Илья Богуславский "Заболо"

Рассказы о деревенском детстве столичного мальчика, собранные в один сборник. «Заболо» – сокращение от «Заболотное» – деревни в Калужской области. Время действия – 70-е годы 20 века. Книга содержит нецензурную брань.

date_range Год издания :

foundation Издательство :Издательские решения

person Автор :

workspaces ISBN :9785006010888

child_care Возрастное ограничение : 18

update Дата обновления : 01.06.2023

На следующий день мы с Женькой решили смастерить из картона домик для птенчика. Седой подобрал птенца скворца, который выпал из гнезда и отдал Женьке. Птенчик сидел в углу террасы – на подушке из сена. Он то и дело раскрывал свой жёлтый рот.

«Есть хочет!», сказал Женька. «Пойдём ему червяков накопаем!»

«Пойдём!»

Вышли на двор, где сарай с курами. Женька из навоза червяка взял одного – длинного, и я одного взял. Червяки – коричневые, грязные, противные. И извиваются в руках. Возвращаемся мы на терраску – стоит посредине кот Тарзан и птенчика доедает, косточки хрустят, только распростёртое крыло изо рта у него торчит. Дверь-то мы забыли прикрыть, вот кот и прокрался!

«Ах ты, скотина!», Женька схватил Тарзана за хвост и стал его крутить вокруг собственной оси. Кот орал. Потом изловчился, вывернулся и убежал.

«Жалко птенчика!», всхлипнул Женька. «А кота я ещё поймаю и убью!»

Гибель птенчика – первая смерть довольно крупного живого существа на моих глазах. До этого только медузы, которых я вылавливал из Чёрного моря, таяли и превращались в воду. Ну и насекомые умирали, которых я сам давил. Это не считается. А тут – скворчонок – только что рот открывал, кушать просил, и вдруг – во рту у Тарзана – весь уже изгрызенный…

МАТ

В деревне Заболотное я научился ругаться отборным трехэтажным матом. Первыми моими учителями были моя баба Лена и её золовка, баба Оля. Мне было три года, когда мама с папой приехали на выходные, и бабки позвали родителей посмотреть отрепетированный «номер» с моим участием. Старухи кликали меня и спрашивали: «Илюшк! Хто мы?».

На что я уверенно и без запинки отвечал: «Старые бляди!»

Бабки дружно смеялись, а я получал от отца шлепок по губам, было обидно, конечно, на такой эффект я не рассчитывал…

Но искусно выражаться научили меня деревенские мужики – Седой, Юрец и Мишка Шкитко. Эта троица часто собиралась возле палисадника Шкитка, на лавочке, и разговаривала матом. Мы с ребятами часто слушали от нечего делать. Мужики пили портвейн «Улыбка», реже – водку.

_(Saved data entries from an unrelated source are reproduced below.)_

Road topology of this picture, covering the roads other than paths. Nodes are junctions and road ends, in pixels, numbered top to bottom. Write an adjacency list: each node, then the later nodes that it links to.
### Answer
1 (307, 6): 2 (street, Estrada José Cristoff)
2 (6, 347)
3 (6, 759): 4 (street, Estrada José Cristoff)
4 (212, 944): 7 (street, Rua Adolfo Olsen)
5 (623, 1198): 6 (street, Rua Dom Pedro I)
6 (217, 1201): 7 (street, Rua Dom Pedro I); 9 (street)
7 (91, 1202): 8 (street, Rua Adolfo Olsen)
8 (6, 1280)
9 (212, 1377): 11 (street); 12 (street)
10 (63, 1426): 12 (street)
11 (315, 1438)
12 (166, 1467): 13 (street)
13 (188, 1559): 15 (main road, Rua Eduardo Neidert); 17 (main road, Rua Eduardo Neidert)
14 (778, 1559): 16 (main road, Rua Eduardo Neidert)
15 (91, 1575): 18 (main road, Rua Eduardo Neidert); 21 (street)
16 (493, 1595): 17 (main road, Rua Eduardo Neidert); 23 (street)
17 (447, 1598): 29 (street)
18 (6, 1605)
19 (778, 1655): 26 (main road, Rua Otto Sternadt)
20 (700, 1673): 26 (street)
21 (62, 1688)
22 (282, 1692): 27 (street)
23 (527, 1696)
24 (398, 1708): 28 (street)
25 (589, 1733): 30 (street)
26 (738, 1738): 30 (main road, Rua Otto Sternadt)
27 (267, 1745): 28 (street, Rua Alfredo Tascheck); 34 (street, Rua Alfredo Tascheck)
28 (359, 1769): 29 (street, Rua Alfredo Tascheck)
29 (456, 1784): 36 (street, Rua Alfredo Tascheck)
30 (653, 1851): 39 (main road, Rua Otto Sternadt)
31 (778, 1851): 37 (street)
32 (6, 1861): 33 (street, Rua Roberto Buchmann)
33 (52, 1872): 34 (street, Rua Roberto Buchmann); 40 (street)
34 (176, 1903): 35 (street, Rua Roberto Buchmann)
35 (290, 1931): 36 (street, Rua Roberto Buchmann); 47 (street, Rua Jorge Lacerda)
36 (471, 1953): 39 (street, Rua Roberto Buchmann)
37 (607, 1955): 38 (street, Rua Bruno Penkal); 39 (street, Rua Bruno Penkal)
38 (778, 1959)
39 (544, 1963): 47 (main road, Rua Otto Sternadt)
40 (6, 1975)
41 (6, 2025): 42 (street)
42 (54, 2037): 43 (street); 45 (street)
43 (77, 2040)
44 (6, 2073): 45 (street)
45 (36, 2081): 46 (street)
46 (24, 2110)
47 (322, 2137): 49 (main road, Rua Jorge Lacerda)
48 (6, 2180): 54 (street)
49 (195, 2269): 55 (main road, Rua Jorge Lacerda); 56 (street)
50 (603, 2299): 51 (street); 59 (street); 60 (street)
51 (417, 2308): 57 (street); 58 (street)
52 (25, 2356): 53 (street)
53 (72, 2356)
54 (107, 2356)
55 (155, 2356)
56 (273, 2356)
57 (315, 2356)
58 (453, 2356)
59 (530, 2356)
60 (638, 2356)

«А ну, съеблись отседова по-бырому, сучьи потрохи малые!», гнал нас от лавки уголовник Юрец.

Однажды, в конце лета, когда родители уже привезли меня в Москву, и готовили к переходу в детский сад «для детей с интеллектуальными способностями», мы с мамой ехали в переполненном автобусе, я сидел на своём любимом месте – у окошка. Мама стояла. На остановке возле метро вышло много народу, а зашло ещё больше, мама и глазом моргнуть не успела, как рядом со мной на сиденье плюхнулся огромный толстяк с одышкой. И хотя я занимал совсем не много места, он умудрился, садясь, отдавить мне ляжку.

«Блядь, мудило гороховое, манда ебаная, хули ты расселся, жирный пиздюк!», возмущался я.

Мама чуть в обморок не упала от ужаса. Весь автобус покатывался со смеху, включая толстяка. Он просто задыхался от смеха!

Мама опомнилась, схватила меня за руку с криком: «Выходим!»

«Почему?», искренне удивился я, когда мы уже шли пешком от остановки.

«Нам же ещё долго ехать!»…

Всю оставшуюся дорогу мы шли пешком, мама отчитывала меня за мат, говорила, как это ужасно, так ругаться, что она от стыда чуть сквозь землю не провалилась…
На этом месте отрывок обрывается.